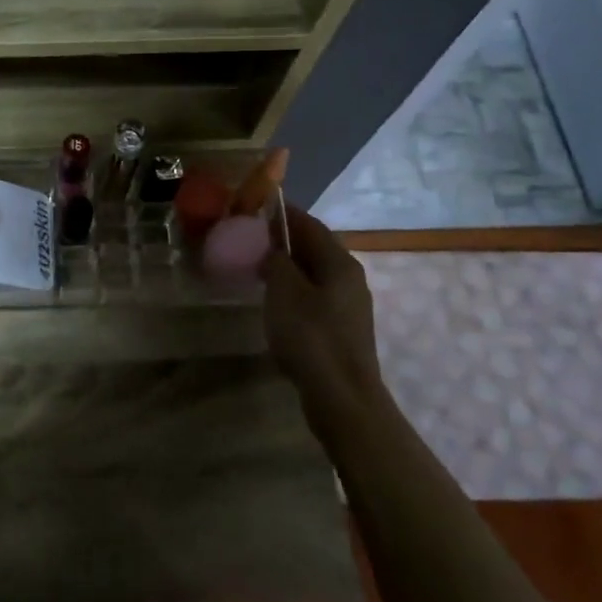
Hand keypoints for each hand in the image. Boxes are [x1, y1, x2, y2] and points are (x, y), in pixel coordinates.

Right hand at [262, 206, 384, 417]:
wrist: (341, 396)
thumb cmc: (310, 336)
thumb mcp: (284, 291)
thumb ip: (277, 261)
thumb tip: (275, 248)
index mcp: (339, 262)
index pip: (310, 224)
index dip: (284, 213)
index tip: (257, 205)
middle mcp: (350, 277)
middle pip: (315, 247)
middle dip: (284, 239)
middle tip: (251, 237)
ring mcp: (349, 304)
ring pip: (315, 273)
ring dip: (288, 266)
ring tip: (257, 266)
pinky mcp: (342, 328)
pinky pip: (315, 295)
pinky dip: (294, 288)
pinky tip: (275, 300)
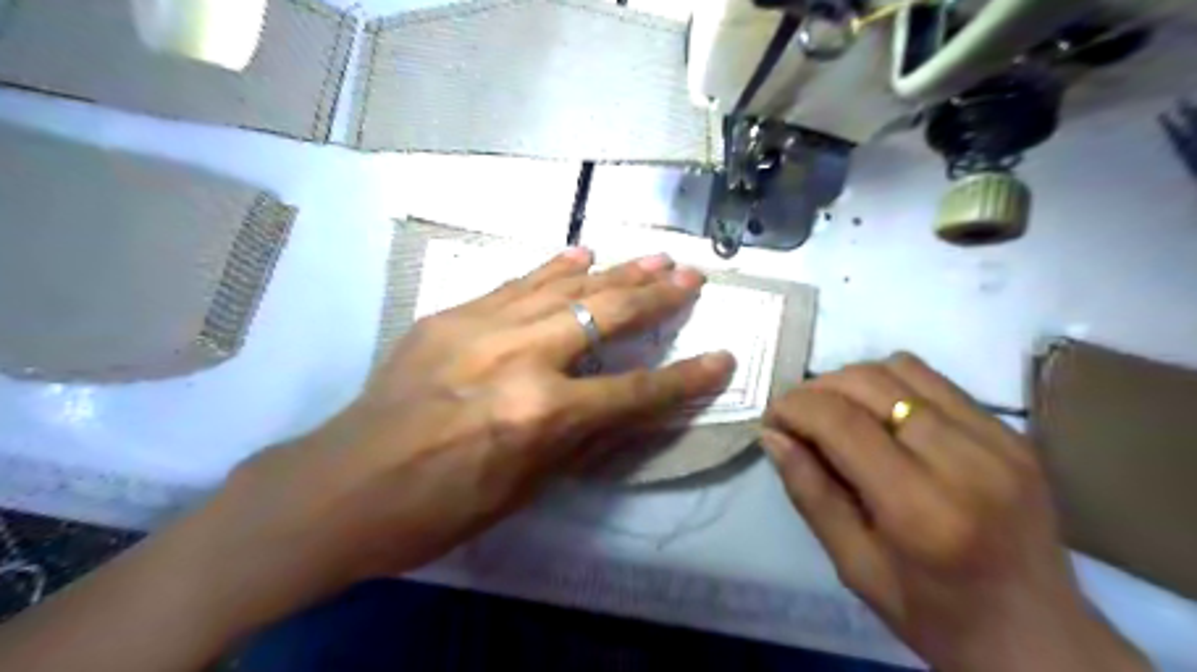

[Your goal] Your task is to restate every record word for word. Omit all pictures.

[Task result]
Hand keypoints for each hand in the image. Boxes are [x1, y1, x2, y2] and points are (x, y), in pixel coordinates.

Right hand at [262, 206, 384, 417]:
wrist: (341, 396)
thumb cmc: (310, 336)
thumb mcp: (284, 291)
thumb ip: (277, 261)
thumb tip: (275, 248)
index mcp: (339, 262)
index pip: (310, 224)
index dip: (284, 213)
index tip: (257, 205)
middle mcp: (350, 277)
middle pip: (315, 247)
middle dip: (284, 239)
middle tip: (251, 237)
ring mcp: (349, 304)
ring pip: (315, 273)
ring dip: (288, 266)
ring tip: (257, 266)
pinky mcp: (342, 328)
pinky pip: (315, 295)
pinky dip: (294, 288)
pinky tip: (275, 300)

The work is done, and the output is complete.